§ **TASK INSTRUCTIONS**
Show the lines below that contain the string "name".

§ **PROVIDED DATA**
● ● ● ● ● ● ●

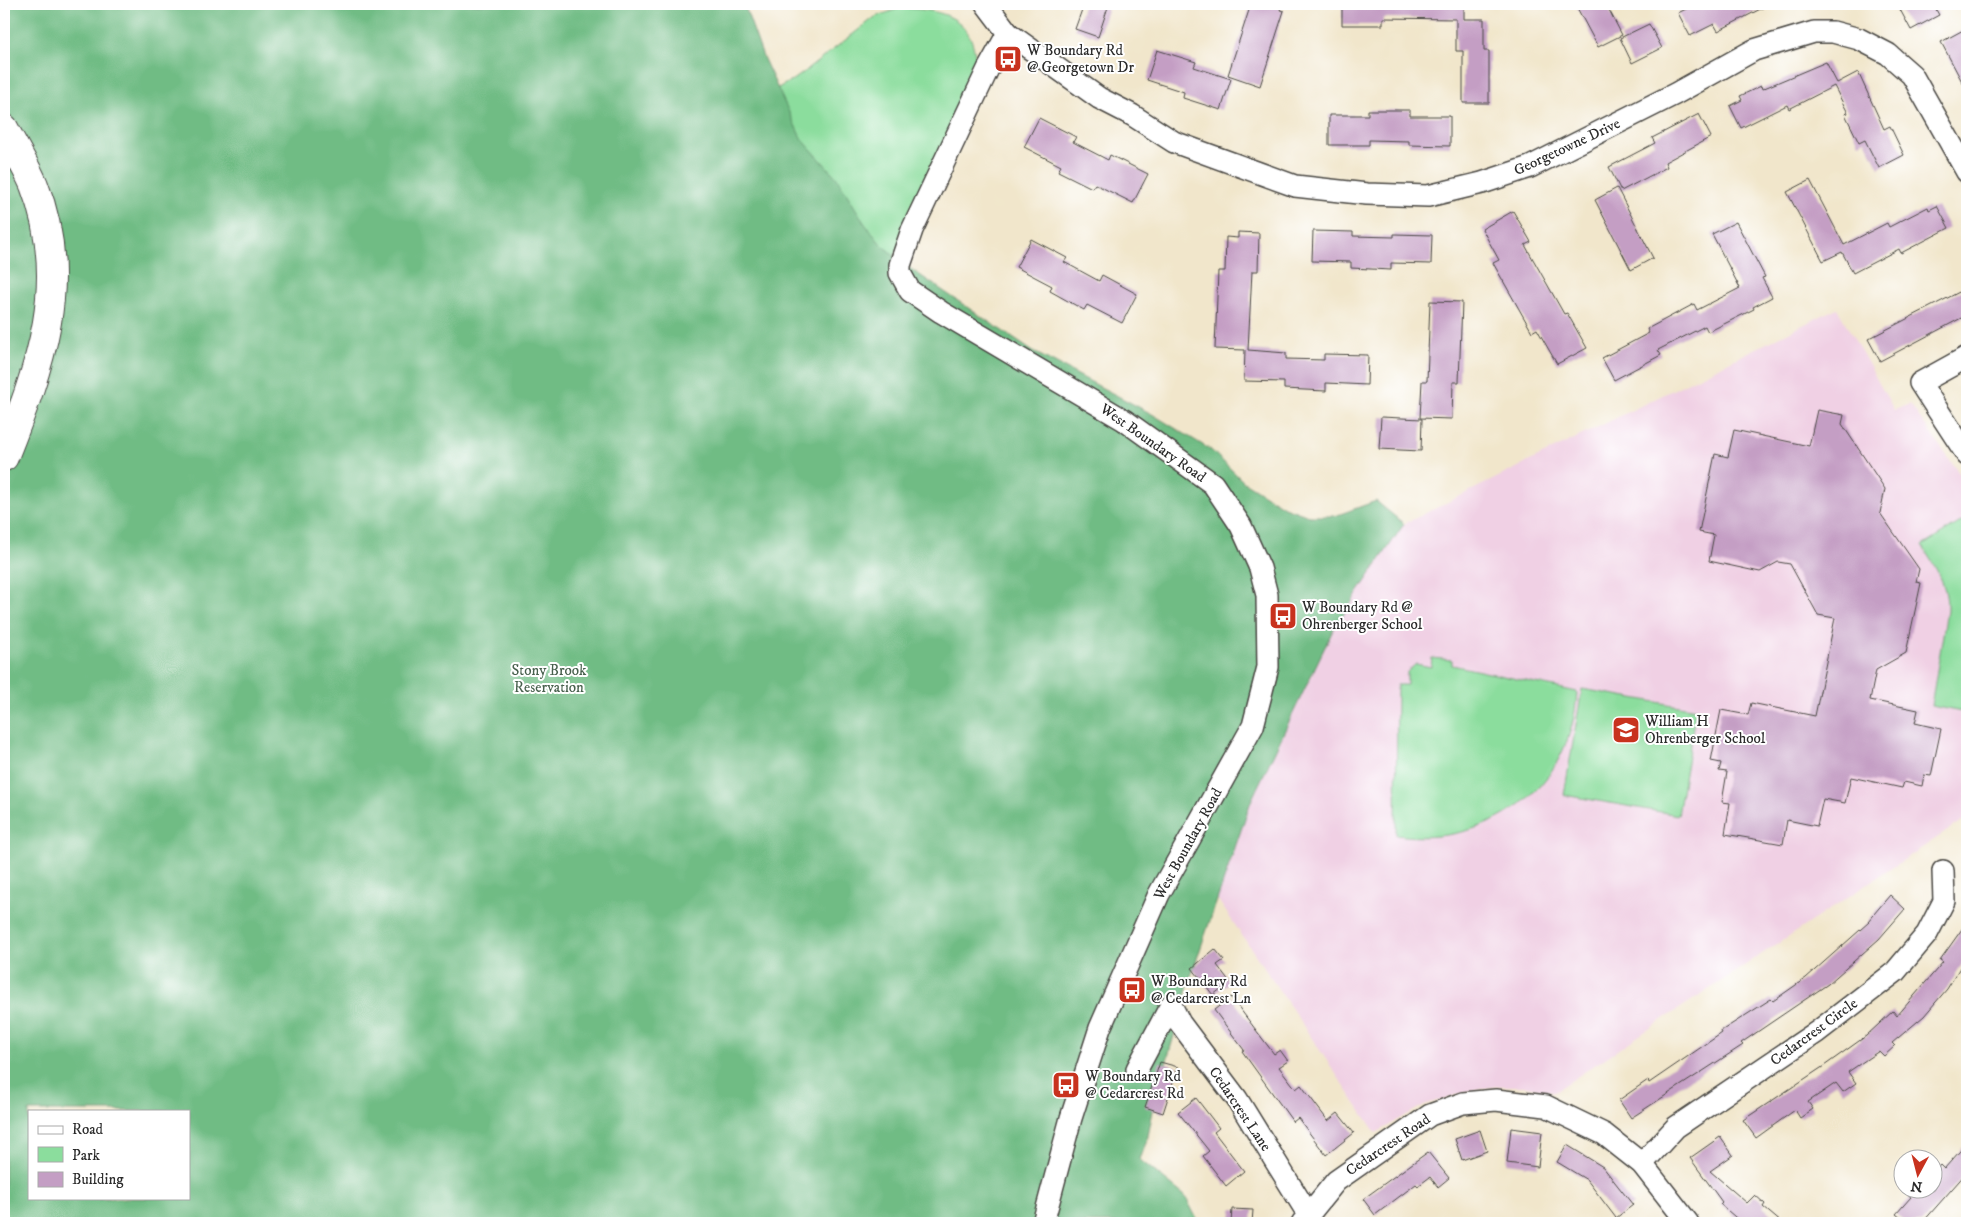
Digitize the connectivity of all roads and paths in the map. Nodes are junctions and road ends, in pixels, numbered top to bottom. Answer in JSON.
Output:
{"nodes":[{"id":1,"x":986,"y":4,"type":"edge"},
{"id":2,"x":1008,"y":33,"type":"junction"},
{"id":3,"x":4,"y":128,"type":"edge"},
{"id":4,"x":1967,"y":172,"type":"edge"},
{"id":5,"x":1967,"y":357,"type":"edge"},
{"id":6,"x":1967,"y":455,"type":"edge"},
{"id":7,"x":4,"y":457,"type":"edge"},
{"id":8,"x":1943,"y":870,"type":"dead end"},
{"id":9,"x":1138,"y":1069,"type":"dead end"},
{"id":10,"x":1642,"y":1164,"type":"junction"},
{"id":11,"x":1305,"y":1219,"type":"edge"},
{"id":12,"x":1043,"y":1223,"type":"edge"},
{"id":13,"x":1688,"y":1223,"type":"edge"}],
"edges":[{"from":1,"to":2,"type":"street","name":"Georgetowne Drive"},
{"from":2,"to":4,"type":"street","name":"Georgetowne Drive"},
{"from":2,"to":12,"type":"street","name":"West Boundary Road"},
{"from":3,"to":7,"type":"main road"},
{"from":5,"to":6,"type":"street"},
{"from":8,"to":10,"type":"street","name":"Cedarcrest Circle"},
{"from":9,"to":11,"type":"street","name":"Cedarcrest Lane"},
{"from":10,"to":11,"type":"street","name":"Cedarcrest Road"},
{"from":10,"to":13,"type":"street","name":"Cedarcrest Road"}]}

● ● ● ● ● ● ●

§ **OUTPUT FOR THIS EXERCISE**
"edges":[{"from":1,"to":2,"type":"street","name":"Georgetowne Drive"},
{"from":2,"to":4,"type":"street","name":"Georgetowne Drive"},
{"from":2,"to":12,"type":"street","name":"West Boundary Road"},
{"from":8,"to":10,"type":"street","name":"Cedarcrest Circle"},
{"from":9,"to":11,"type":"street","name":"Cedarcrest Lane"},
{"from":10,"to":11,"type":"street","name":"Cedarcrest Road"},
{"from":10,"to":13,"type":"street","name":"Cedarcrest Road"}]}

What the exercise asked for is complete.